INPUT DATA:
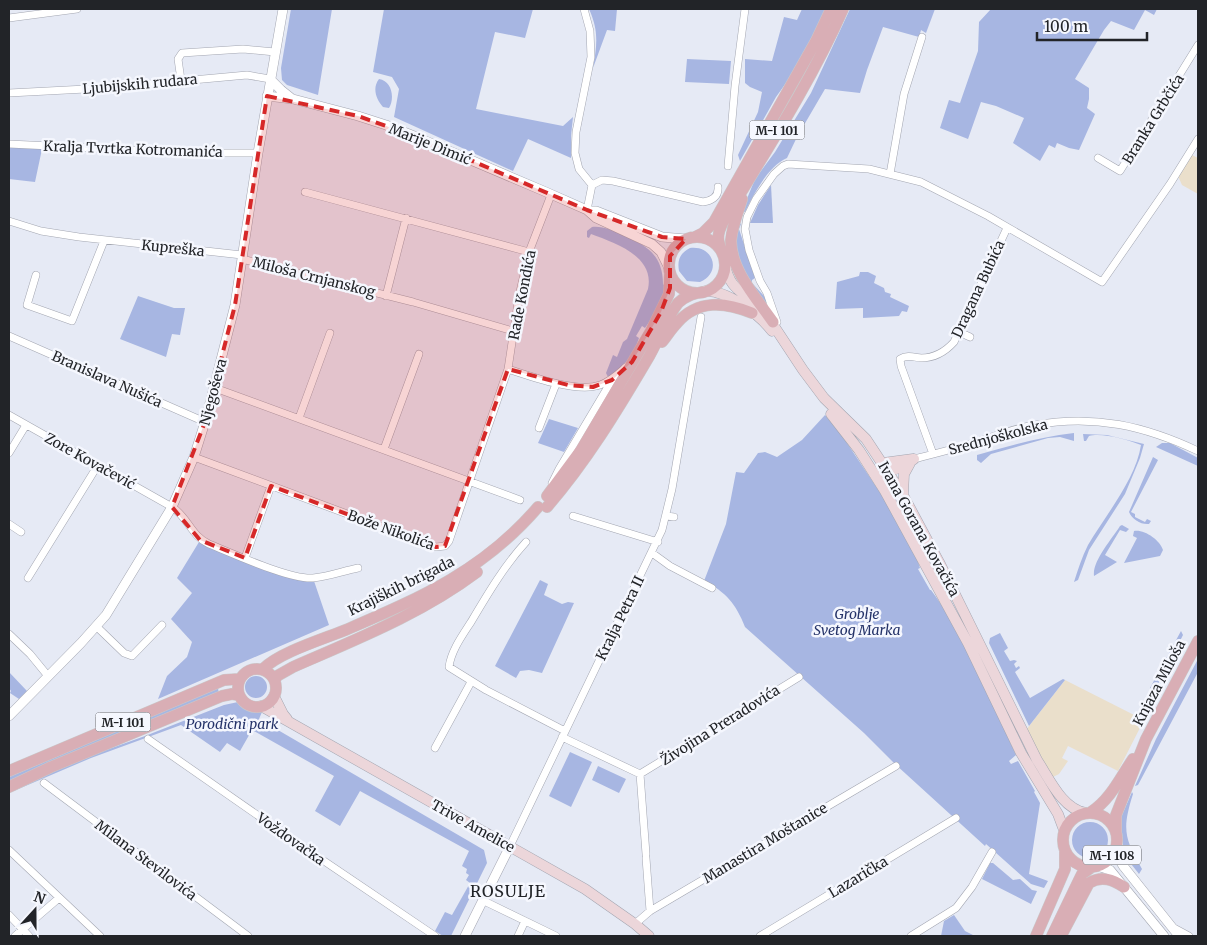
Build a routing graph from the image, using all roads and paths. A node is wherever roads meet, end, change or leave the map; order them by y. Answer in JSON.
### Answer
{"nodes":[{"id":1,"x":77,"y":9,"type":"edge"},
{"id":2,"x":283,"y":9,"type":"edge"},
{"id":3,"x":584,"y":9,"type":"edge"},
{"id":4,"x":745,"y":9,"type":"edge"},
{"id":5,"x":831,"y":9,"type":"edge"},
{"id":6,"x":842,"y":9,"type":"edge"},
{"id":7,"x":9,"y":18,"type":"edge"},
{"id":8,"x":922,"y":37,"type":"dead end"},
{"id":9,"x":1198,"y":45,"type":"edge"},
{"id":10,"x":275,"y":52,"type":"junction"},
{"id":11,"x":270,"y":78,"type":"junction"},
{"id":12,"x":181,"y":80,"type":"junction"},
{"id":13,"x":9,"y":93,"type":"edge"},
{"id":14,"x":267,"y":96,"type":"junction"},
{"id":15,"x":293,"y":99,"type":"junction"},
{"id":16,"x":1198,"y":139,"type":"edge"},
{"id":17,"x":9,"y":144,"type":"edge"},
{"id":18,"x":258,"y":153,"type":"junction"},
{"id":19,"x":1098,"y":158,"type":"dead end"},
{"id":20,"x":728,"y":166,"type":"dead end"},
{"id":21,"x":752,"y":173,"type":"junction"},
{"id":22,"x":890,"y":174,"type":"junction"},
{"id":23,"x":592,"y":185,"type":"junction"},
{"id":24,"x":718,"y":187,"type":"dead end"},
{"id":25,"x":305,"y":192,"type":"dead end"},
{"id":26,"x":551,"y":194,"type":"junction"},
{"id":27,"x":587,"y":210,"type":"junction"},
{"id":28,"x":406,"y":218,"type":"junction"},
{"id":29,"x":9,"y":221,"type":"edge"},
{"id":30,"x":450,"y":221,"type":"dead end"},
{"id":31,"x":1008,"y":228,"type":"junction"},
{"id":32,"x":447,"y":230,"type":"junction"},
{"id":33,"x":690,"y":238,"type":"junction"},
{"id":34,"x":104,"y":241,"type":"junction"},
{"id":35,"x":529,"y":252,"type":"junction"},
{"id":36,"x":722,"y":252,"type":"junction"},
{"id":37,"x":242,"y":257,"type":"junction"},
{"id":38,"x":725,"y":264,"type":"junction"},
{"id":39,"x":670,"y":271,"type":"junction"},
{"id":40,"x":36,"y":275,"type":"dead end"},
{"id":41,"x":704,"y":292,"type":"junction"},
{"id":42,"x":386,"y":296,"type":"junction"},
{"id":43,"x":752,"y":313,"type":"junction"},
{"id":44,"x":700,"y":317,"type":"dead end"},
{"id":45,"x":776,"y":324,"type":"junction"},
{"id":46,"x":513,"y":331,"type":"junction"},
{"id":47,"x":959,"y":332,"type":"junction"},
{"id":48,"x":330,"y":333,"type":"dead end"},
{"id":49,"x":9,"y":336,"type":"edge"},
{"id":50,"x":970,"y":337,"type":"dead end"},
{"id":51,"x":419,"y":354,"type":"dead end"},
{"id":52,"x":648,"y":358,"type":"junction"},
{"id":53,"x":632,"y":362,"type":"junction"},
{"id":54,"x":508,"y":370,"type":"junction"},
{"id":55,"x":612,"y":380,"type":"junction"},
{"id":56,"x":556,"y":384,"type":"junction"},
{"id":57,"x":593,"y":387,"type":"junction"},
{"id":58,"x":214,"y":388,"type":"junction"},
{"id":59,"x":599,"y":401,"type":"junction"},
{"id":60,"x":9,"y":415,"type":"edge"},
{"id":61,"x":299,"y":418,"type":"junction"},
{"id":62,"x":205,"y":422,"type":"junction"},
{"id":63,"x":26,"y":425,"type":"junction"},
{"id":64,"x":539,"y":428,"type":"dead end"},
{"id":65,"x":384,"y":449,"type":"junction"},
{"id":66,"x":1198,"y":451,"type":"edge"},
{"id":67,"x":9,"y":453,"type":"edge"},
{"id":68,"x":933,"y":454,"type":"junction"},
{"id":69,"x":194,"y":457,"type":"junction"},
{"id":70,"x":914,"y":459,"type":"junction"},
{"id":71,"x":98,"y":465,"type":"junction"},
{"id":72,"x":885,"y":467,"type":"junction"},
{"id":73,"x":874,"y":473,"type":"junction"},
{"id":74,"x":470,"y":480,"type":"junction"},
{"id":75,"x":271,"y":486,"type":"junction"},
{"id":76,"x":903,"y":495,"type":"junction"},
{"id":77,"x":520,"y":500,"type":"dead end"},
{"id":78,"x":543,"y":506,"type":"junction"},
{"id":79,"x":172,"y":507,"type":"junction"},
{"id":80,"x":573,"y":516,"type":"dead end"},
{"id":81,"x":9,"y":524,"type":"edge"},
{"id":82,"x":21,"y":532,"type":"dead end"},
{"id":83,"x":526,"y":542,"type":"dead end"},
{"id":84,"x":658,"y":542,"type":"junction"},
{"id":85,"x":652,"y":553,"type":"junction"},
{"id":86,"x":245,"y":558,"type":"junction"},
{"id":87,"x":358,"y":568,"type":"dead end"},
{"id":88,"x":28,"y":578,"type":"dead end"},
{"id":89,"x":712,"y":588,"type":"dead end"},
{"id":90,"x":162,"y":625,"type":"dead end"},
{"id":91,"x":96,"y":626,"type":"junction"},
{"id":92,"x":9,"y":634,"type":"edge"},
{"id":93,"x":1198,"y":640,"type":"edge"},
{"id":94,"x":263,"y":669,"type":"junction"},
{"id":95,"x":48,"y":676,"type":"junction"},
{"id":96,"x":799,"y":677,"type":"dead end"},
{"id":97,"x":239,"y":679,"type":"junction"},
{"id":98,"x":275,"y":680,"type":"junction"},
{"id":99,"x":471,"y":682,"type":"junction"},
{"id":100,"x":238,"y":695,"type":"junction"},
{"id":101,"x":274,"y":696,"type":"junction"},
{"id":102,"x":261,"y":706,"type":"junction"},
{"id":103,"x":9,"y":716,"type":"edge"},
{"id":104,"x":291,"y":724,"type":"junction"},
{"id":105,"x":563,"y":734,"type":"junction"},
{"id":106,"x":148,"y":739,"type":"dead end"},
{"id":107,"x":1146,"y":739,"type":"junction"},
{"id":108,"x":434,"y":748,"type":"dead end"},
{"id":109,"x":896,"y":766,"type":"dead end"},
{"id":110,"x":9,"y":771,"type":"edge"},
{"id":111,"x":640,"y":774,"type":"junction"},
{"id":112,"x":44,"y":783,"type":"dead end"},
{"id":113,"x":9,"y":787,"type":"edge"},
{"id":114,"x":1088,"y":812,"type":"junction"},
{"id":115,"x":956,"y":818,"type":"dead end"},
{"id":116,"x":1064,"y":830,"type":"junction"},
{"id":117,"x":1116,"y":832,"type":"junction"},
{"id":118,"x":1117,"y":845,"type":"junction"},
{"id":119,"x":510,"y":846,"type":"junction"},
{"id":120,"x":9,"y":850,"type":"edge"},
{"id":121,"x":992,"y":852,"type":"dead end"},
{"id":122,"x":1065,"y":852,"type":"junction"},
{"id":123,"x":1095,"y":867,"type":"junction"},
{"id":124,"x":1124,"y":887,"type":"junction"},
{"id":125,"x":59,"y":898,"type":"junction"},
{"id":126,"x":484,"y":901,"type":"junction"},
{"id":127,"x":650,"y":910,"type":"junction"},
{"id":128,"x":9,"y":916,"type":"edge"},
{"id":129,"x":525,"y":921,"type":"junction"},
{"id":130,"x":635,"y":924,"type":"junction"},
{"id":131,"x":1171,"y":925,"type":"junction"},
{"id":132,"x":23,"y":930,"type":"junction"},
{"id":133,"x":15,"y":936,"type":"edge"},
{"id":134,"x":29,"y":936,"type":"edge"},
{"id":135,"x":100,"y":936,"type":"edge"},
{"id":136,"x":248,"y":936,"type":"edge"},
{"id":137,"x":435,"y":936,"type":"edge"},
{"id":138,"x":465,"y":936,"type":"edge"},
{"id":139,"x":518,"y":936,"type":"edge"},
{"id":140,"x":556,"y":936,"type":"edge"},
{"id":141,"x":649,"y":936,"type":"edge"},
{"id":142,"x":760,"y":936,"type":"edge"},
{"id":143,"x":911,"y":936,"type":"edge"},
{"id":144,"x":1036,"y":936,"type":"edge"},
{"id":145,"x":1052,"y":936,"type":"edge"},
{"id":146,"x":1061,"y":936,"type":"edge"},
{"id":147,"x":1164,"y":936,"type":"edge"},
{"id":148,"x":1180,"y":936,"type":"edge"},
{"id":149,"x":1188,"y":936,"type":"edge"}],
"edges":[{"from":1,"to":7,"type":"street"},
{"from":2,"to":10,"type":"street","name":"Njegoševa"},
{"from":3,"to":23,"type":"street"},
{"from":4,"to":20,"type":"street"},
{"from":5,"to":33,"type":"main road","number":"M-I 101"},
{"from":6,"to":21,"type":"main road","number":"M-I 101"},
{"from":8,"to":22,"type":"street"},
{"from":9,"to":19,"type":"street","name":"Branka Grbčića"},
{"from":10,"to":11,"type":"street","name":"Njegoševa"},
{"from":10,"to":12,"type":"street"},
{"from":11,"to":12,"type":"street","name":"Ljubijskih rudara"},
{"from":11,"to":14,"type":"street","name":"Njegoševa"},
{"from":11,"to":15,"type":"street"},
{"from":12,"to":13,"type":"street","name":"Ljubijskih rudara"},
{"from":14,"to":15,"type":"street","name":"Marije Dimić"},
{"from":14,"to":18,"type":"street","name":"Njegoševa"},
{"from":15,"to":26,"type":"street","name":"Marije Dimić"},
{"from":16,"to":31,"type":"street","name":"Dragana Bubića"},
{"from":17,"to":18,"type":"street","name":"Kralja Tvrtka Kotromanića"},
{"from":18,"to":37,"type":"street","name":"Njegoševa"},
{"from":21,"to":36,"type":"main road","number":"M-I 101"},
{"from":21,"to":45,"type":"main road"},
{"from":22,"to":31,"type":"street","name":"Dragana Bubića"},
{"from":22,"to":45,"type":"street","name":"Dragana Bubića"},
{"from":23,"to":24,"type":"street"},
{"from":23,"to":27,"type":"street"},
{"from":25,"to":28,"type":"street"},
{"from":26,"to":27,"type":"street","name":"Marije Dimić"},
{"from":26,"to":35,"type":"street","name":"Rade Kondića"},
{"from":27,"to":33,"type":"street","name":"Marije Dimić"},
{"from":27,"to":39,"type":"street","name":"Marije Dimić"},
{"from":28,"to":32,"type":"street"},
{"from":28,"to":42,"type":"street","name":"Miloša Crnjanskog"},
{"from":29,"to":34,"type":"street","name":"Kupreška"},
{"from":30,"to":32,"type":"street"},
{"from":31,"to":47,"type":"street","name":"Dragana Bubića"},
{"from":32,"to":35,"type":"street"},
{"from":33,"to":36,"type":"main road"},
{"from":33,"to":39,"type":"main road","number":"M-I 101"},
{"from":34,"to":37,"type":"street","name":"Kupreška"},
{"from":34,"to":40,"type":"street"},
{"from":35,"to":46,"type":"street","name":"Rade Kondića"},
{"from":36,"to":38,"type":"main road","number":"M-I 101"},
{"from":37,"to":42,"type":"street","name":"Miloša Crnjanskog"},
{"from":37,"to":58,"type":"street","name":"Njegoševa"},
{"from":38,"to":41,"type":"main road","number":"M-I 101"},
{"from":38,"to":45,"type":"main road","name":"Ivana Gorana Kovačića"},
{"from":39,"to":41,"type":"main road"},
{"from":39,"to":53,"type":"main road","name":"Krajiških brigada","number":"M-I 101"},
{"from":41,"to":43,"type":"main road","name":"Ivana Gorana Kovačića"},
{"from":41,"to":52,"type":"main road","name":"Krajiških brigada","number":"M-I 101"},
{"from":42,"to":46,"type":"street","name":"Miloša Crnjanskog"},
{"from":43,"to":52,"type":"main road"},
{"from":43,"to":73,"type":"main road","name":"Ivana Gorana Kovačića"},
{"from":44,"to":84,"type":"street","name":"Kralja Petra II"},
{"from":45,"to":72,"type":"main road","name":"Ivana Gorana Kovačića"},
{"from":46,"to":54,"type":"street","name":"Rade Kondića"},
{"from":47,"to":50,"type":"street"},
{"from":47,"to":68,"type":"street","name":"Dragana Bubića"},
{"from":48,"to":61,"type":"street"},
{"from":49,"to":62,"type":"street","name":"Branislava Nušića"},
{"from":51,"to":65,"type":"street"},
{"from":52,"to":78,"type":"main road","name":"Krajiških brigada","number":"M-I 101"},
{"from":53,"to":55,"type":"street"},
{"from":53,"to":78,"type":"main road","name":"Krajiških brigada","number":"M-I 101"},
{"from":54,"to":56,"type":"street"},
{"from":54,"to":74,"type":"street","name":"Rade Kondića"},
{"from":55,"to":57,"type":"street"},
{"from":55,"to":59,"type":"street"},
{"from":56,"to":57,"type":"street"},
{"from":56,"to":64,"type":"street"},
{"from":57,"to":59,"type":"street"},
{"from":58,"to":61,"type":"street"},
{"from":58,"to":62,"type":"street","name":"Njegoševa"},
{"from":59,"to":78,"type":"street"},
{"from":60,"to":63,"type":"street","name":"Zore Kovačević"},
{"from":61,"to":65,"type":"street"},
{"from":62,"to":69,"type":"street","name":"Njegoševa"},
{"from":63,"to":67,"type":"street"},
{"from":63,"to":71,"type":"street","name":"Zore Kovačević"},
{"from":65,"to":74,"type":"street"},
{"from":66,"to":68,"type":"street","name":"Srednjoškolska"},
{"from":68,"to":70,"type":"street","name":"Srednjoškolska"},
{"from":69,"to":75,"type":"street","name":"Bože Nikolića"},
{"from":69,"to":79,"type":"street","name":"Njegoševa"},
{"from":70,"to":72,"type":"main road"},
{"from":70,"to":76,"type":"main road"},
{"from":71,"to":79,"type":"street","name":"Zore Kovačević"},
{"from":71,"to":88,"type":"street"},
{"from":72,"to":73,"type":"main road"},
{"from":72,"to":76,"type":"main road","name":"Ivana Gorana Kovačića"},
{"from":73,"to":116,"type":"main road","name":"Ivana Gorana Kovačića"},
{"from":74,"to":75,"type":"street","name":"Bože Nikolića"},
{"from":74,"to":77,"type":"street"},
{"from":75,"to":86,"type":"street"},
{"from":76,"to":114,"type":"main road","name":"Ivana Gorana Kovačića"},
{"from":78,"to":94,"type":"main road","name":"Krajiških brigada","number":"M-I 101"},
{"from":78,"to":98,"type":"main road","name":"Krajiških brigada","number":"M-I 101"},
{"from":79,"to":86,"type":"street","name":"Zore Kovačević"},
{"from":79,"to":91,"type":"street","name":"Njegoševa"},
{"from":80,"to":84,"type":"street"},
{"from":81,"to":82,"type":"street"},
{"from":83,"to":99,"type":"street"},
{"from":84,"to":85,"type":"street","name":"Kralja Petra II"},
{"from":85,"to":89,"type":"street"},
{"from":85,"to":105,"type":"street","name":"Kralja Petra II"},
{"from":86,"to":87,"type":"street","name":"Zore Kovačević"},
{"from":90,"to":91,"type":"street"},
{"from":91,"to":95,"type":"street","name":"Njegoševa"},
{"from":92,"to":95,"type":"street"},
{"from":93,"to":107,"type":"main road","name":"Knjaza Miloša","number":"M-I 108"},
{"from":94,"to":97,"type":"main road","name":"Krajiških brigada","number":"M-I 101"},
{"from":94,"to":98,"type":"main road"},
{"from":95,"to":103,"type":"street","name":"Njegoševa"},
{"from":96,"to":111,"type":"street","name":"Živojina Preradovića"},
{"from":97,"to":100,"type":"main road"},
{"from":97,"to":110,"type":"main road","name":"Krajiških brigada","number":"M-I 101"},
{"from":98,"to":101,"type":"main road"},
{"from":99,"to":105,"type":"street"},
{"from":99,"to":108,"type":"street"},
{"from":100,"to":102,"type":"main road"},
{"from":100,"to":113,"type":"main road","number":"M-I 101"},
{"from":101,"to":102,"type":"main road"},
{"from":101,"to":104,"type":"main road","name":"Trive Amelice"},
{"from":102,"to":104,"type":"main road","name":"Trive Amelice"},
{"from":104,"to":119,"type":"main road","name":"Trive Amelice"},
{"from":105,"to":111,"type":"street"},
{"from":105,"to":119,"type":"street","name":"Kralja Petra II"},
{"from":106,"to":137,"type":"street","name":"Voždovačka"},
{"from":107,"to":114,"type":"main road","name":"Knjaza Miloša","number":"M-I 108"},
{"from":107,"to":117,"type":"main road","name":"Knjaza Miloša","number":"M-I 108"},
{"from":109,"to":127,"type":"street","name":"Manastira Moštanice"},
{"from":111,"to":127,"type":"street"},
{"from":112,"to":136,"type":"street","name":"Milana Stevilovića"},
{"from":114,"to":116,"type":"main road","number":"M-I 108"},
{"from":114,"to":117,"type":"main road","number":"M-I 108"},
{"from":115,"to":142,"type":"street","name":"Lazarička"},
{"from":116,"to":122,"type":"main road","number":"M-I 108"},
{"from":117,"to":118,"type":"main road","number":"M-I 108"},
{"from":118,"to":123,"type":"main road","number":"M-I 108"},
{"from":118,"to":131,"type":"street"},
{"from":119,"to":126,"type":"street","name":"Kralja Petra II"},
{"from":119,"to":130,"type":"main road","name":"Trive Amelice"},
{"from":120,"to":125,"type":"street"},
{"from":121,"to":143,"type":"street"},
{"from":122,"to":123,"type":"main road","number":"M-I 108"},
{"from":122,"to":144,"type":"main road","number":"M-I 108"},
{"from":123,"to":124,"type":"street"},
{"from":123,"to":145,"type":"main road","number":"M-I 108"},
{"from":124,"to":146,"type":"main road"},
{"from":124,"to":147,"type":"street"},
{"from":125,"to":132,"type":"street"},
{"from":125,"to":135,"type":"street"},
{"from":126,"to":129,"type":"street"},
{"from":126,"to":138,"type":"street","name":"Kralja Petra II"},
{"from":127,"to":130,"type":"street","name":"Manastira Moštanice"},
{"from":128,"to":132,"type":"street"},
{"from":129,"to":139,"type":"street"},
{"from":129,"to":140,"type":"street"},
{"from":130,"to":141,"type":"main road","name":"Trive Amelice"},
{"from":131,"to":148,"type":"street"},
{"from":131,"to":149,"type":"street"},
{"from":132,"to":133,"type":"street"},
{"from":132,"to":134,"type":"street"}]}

ASSIGNMENT: Find the word "rudara" in the material, then list each line that holds it.

ANSWER:
{"from":11,"to":12,"type":"street","name":"Ljubijskih rudara"},
{"from":12,"to":13,"type":"street","name":"Ljubijskih rudara"},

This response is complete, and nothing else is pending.